Reflection on governance
Governance in project management is an operation in continuum from the inception of the concept through the various milestones, to project operation and benefit delivery. While governance is highly dependent on the structures in place, the ultimate factor is the personnel overseeing the structures. This essay is a reflection on project governance and a critical discussion on the knowledge of the subject.
The optimal characteristic of governance, project leadership and management, and monitoring of the process of project implementation will change with time, project, and leadership in place. Moreover, global as well as local environments are changing rapidly due to such factors like globalization. As the project environment changes, it is important that the governance model changes appropriately to accommodate these changes for the goals of delivering the project successfully. Through the four principles of project governance; portfolio direction, disclosure and reporting, project management effectiveness and efficiency, and project sponsorship the project board which is the governing organ for large projects, should seek to develop and observe responsibility, accountability, clear roles, effective controls, effective decision making, and involvement of the appropriate personnel with the right skills for every level.
The project decisions made by the governing body for each project should reflect the strategic goals of the project for which funds and other resources have been mobilized to achieve. In the course of implementation, it is obvious that projects will face risks and challenges, but the project governing body and structures have a responsibility to ensure that these are managed in away likely to promote the realization of the projects stipulated outcomes. This involves the mitigation of risks and challenges that have the potential to cause the failure of the project.
The interesting learned concept
As earlier mentioned, project governance is an operation in continuum. For effective project governance, this process goes well beyond the completion and delivery phase of any particular project. As stated by Garland (2009), for effective governance of projects, the governing body should always learn from any previous project implemented either successful or otherwise. In case of project failure, the governing body and structures should establish the causes of the failure and the appropriate strategies to remedy the failure. On the other hand, for successful project, after the project has been closed, it is the responsibility of the governing body to carry out a project management analysis. This process involves auditing of the project and recommendations on any documented glitches as well as what could be done to improve on the implementation of the project. These should then be put into action for the next similar project.

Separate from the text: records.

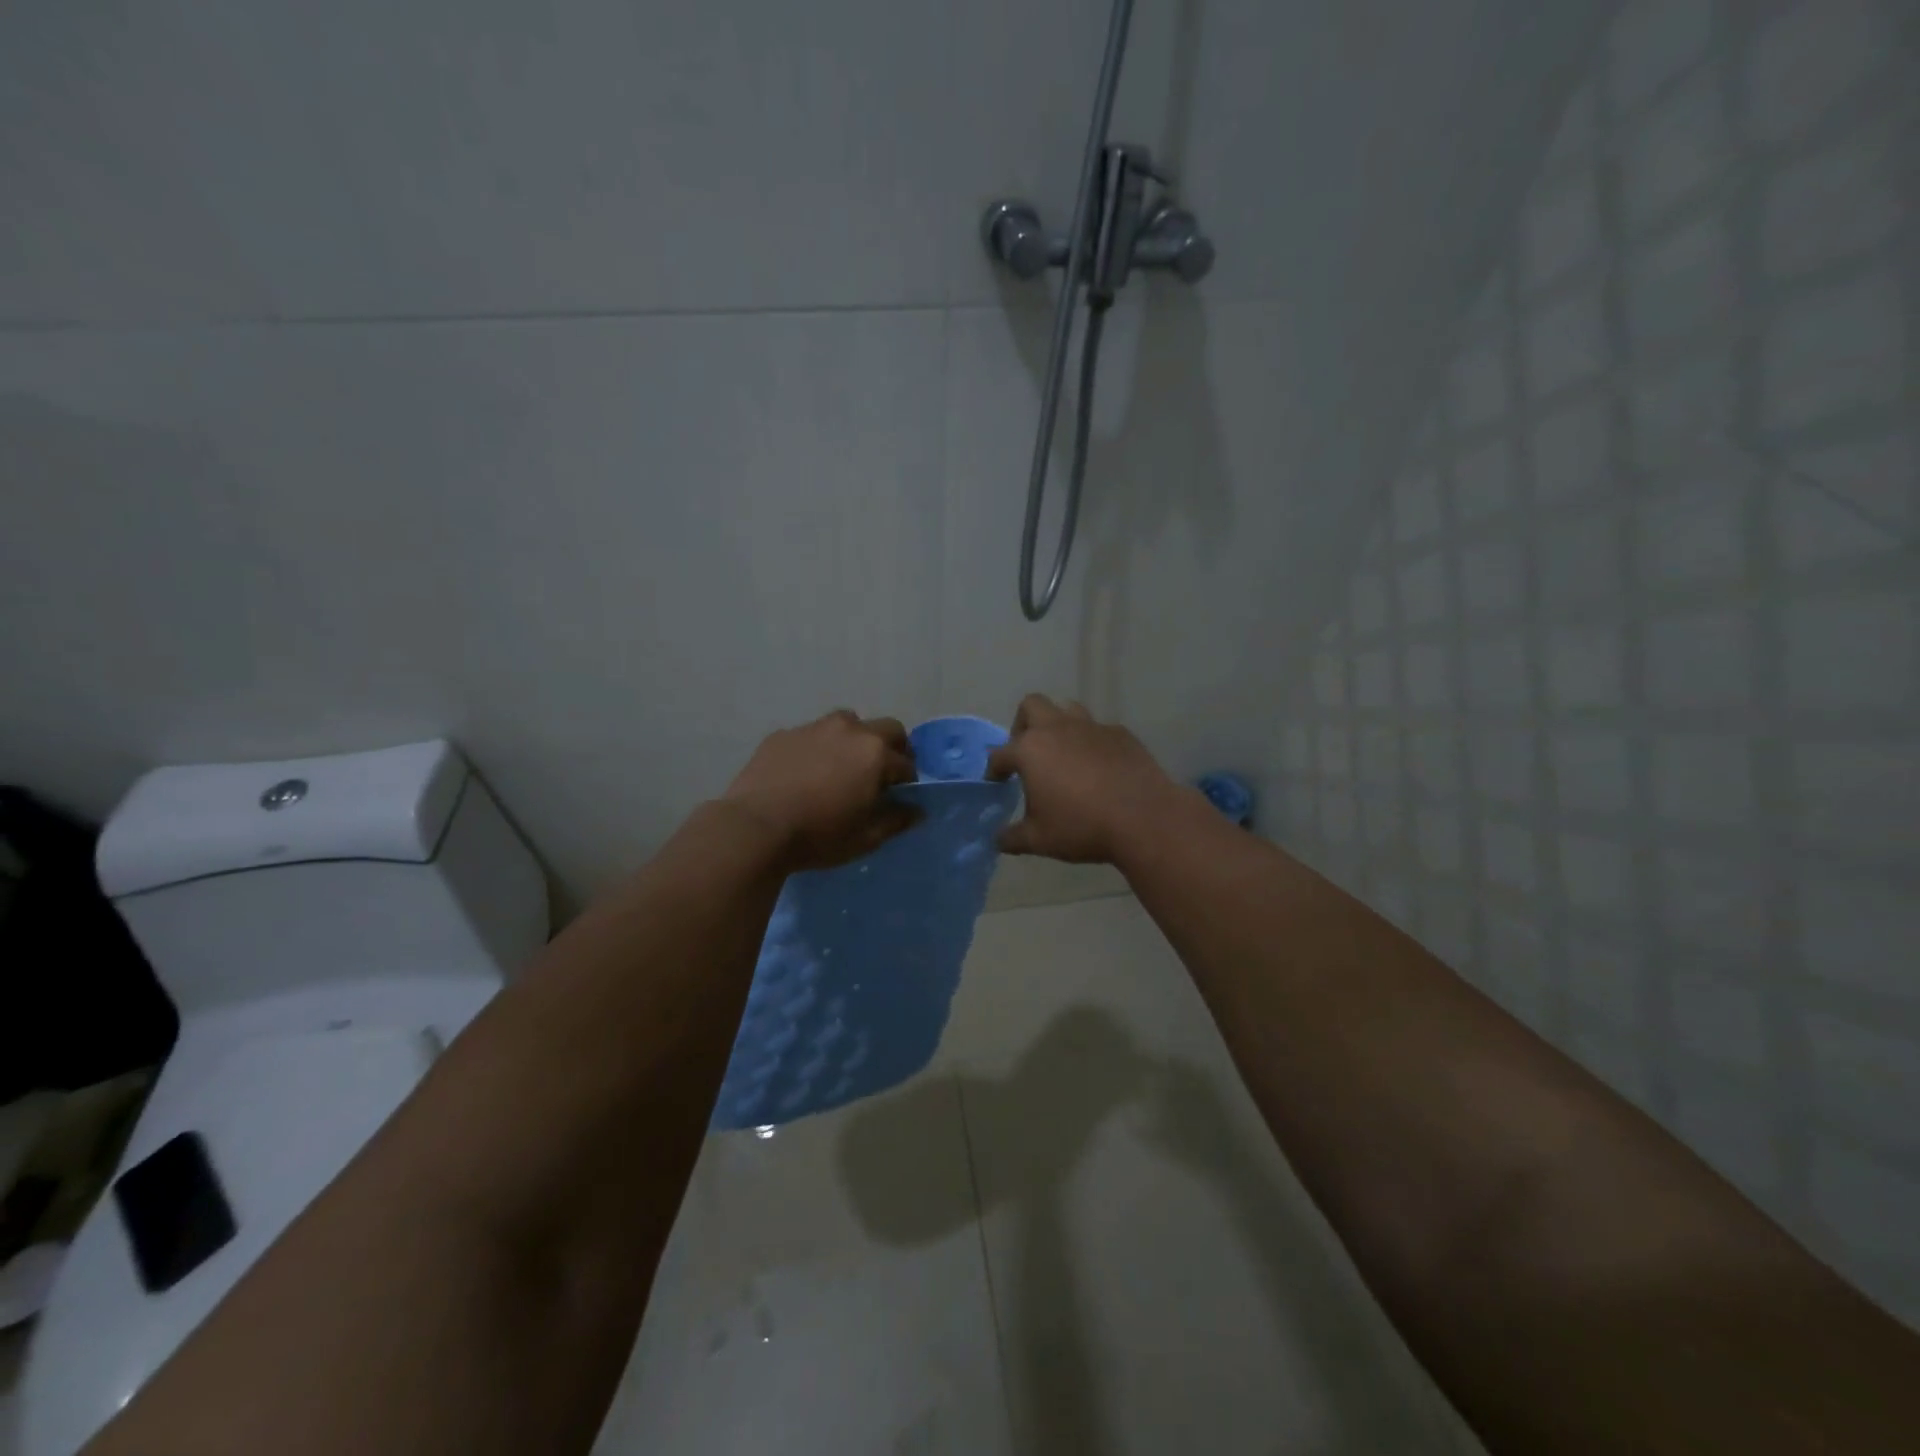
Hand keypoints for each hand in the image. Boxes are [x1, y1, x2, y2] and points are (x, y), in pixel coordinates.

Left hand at [723, 711, 919, 869]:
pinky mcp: (783, 734)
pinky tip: (806, 773)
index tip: (900, 797)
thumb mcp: (865, 838)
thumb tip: (917, 811)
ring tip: (842, 767)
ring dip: (855, 740)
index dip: (908, 781)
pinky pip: (812, 735)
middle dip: (892, 748)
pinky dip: (819, 748)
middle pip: (886, 729)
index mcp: (875, 753)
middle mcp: (850, 730)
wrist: (755, 826)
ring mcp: (814, 727)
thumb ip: (896, 820)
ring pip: (847, 724)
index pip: (906, 763)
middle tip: (880, 775)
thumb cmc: (819, 835)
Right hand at [987, 694, 1180, 863]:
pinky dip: (1092, 743)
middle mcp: (1057, 729)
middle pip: (1031, 706)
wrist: (1143, 818)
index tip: (997, 781)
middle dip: (1023, 725)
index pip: (1000, 754)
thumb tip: (998, 839)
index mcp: (1030, 750)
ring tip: (1063, 754)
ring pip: (1068, 710)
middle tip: (1028, 753)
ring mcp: (1091, 727)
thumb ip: (1012, 837)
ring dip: (1059, 726)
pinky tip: (1099, 767)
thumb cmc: (1082, 827)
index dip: (994, 769)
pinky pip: (1099, 730)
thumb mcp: (1039, 840)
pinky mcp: (1121, 734)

Additionally, it was interesting to learn that, while the buck stops with the project governing body and governing structures, for effective management of projects, each and every structure and personnel in the project implementation should be involved in the governing process. Klakegg (2009) argues that, if the governing body excludes the other non-management personnel and structures, the project implementation is bound to be “messy”.
An examination of the global growth in project outputs reflects demands increment that is expected to be shouldered by project managers. The projects therefore is that, the Australian project management environment will demand more skilled project mangers as well as governing bodies, and this is predicted to be beyond the current resource pool. This argument is made under the basis that, the potential gap predicted is due to complicated factors as a result of the unique geographical positioning of the country. It is argued that, this statement is a misconception founded on incomplete information. Currently, with the advanced communication technology, information, which is the basis of skills for project managers, can be transferred and received from every corner of the globe. Even though Australia might be uniquely positioned, information on project management is well accessible mainly through online sources. The statement that Australian project managers are to be outstretched due to skill gap is considered a misinformation. The considerably substantive argument would be to state that, the skilled manpower available for project governing could be overwhelmed with increased number of project management opportunities.

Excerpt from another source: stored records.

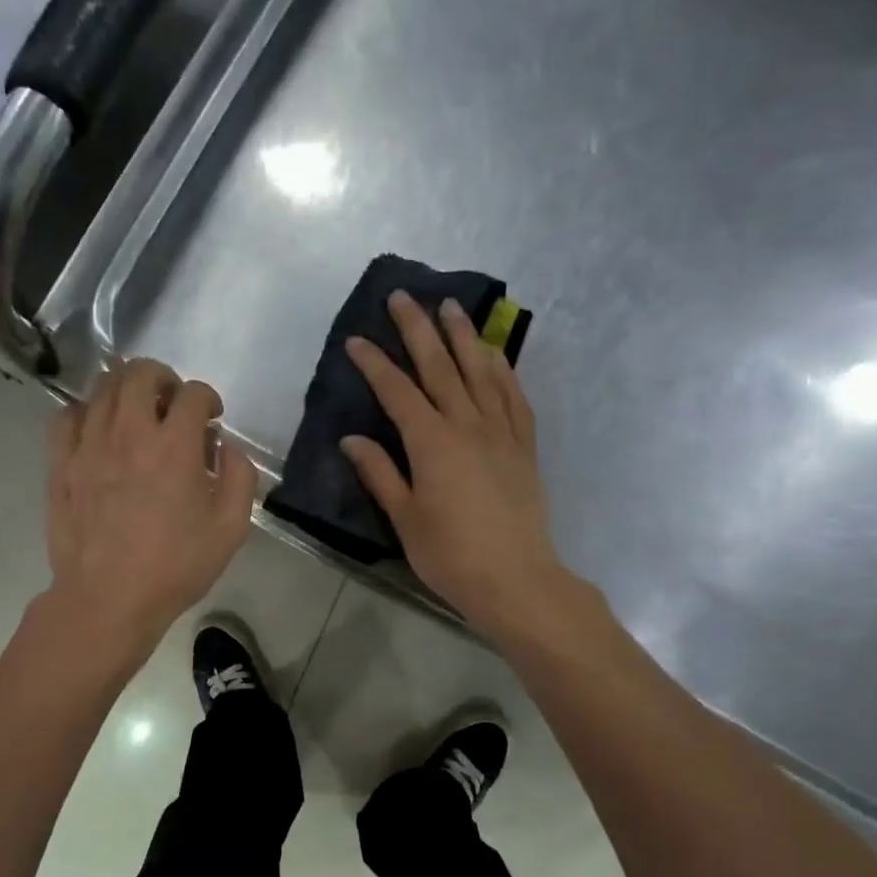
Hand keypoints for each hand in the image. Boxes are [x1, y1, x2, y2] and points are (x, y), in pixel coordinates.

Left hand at [43, 358, 257, 660]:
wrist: (107, 599)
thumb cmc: (174, 568)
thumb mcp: (230, 530)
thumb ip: (239, 478)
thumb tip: (227, 447)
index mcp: (175, 447)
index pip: (193, 394)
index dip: (208, 398)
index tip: (212, 418)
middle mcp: (129, 433)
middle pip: (140, 373)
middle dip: (164, 378)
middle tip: (172, 403)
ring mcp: (89, 445)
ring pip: (102, 387)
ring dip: (126, 390)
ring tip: (136, 413)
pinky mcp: (61, 463)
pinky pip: (67, 416)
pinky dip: (86, 412)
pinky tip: (97, 431)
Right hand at [342, 292, 565, 641]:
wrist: (516, 580)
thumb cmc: (451, 555)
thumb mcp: (405, 518)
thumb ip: (379, 473)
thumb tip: (351, 439)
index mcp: (432, 443)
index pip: (397, 392)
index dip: (375, 364)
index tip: (356, 340)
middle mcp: (468, 425)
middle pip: (440, 367)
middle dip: (419, 330)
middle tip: (404, 296)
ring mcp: (502, 433)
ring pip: (481, 372)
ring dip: (464, 337)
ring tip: (452, 307)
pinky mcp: (525, 447)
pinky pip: (515, 397)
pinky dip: (503, 371)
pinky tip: (496, 355)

Of the various subjects covered, more information would be required on the various corporate strategic direction needed by project managers for application in context of project program. With the growing complex and highly dynamic environments, more information is required to advice on how project managers need to assimilate corporate strategic directions to the project planning and implementation program, which is the most effective way of ensuring project governance and management suits the prevailing corporate requirements for firms to remain competitive in the corporate front.
Garland, R. (2009). Project Governance: A Practical Guide To Effective Project Decision Making. London and Philadelphia, Kogan Page Limited.
Klakegg, O. J. (2009). Governance: Recent developments of a “messy” concept, Norwegian University of Science and Technology, NTNU.